Summary

This was an intense chapter. We learned about the concept of working with effects in a way that the knowledge of the effects' structure is outsourced to another abstraction. We looked at three such abstractions.

The Functor allows us to apply a function of one argument to each element stored in the container.

The Applicative (or applicative functor) extends the Functor in a way that it is possible to apply a function of two arguments (and by induction, functions of any number of arguments). We’ve seen that it is possible to choose one of three equally valid sets of primitives that define applicative and derive all of the other methods from these primitives.

We said that this approach of defining a minimal set of primitive functions and the rest of functionality in terms of these primitives is a common approach in functional programming.

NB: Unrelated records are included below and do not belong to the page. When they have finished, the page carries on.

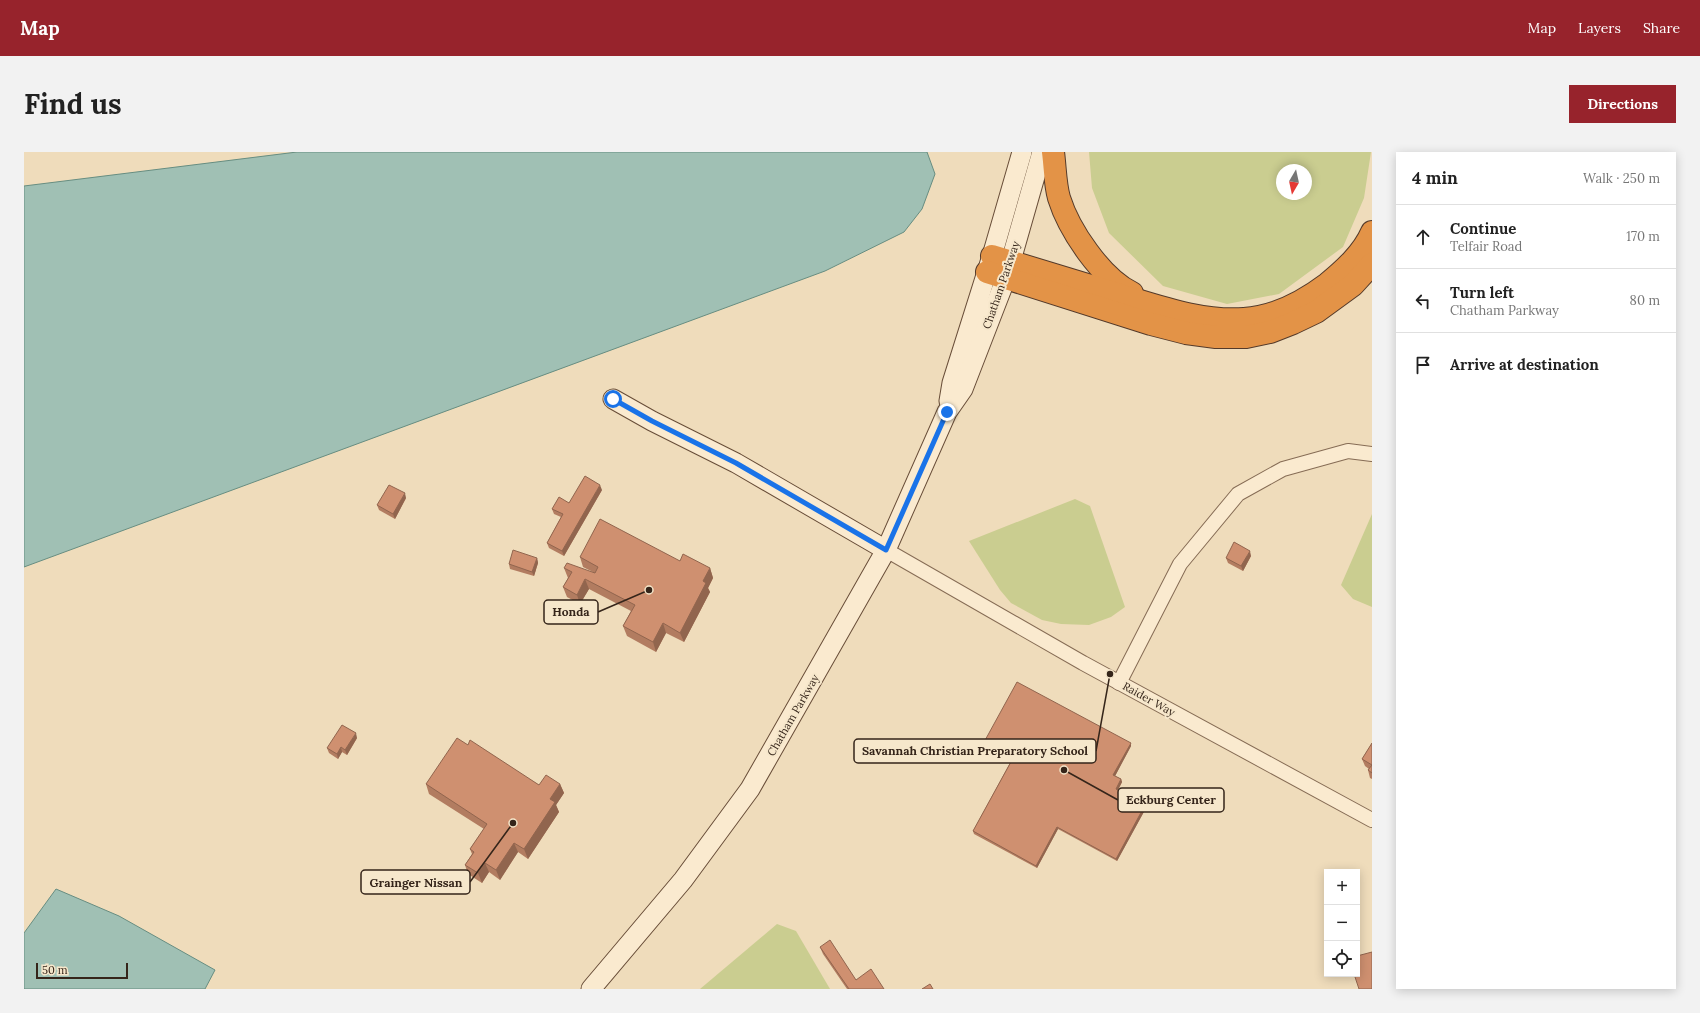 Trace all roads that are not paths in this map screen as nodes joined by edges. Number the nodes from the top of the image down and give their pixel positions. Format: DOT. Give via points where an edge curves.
graph roads {
  1 [pos="1022,152"];
  2 [pos="1042,152"];
  3 [pos="1053,152"];
  4 [pos="1372,232"];
  5 [pos="1372,264"];
  6 [pos="999,267"];
  7 [pos="1171,310"];
  8 [pos="613,399"];
  9 [pos="1372,454"];
  10 [pos="886,550"];
  11 [pos="1119,683"];
  12 [pos="1372,820"];
  13 [pos="591,989"];
  1 -- 6 [label="main road, Chatham Parkway"];
  2 -- 6 [label="main road, Chatham Parkway"];
  3 -- 7 [label="highway" via="1059,197 1076,237 1106,274 1130,292"];
  4 -- 7 [label="highway" via="1345,270 1311,296 1281,311 1245,319 1210,319"];
  5 -- 6 [label="highway" via="1354,286 1316,312 1270,332 1246,337 1186,333 1151,324"];
  6 -- 7 [label="highway"];
  6 -- 10 [label="main road, Chatham Parkway" via="952,383 947,412"];
  8 -- 10 [label="main road" via="736,463"];
  9 -- 11 [label="street" via="1348,451 1283,469 1238,494 1180,564"];
  10 -- 11 [label="street, Raider Way"];
  10 -- 13 [label="main road, Chatham Parkway" via="750,789 683,880"];
  11 -- 12 [label="street, Raider Way"];
}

The last abstraction we saw was the Traversable (or traversable functor), which allows us to iterate over effects, thus changing their content, but preserving the underlying structure.

We paid special attention to combining applications and later to combining traversable. Having implemented the general methods that allow us to build stacks of arbitrary functors and use these stacks to go straight to the heart, we were able to reuse existing functions that were defined in terms of plain effect-free types.

What we haven't demonstrated, though, is the way that data from one applicative can influence functions that are called deeper in the stack—we just used constant parameters in our examples. The reason we did this is that applications do not support sequencing computations.

In the next chapter, we'll learn about another abstraction that is capable of truly chaining computations—a monad.